Part 2: Introduction to Kafka

LiYen Yoong
3 min readApr 4, 2020

I wrote about the Introduction to Kafka a while ago without touching the technical side of it and its use cases. I will not explain in detail for each use cases for now. There are couples of jargons to be familiar with this blog. I used an image I downloaded from the Internet to explain it.

Image: https://images.app.goo.gl/A6PnHPocHe8yJeveA

There are four core APIs (Application Programming Interfaces) we need to know:

  • The Producer API allows an application to publish a stream of records to one or more Kafka topics.
  • The Consumer API allows an application to subscribe to one or more topics and process the stream of records produced to them.
  • The Streams API allows an application to act as a stream processor, consuming an input stream from one or more topics and producing an output stream to one or more output topics, effectively transforming the input streams to output streams.
  • The Connector API allows building and running reusable producers or consumers that connect Kafka topics to existing applications or data systems.
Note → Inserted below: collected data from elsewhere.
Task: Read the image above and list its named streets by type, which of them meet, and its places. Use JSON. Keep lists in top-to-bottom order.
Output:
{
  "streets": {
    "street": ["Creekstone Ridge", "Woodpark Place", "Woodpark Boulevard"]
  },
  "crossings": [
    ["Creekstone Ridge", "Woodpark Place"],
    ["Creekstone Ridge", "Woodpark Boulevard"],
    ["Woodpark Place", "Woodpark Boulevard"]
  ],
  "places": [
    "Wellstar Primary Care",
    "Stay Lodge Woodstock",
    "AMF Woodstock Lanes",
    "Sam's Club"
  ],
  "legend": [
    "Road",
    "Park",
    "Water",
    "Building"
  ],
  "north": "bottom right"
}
For example, a connector to a relational database might capture every change to a table.

We can run the Kafka in a single node server (node) or in a cluster mode with multiple nodes (Kafka broker). Producers are processes that publish data or a stream of records (push messages) into Kafka topics within the broker. A consumer pulls records off a or more Kafka topic and processes the streams of records produced to them.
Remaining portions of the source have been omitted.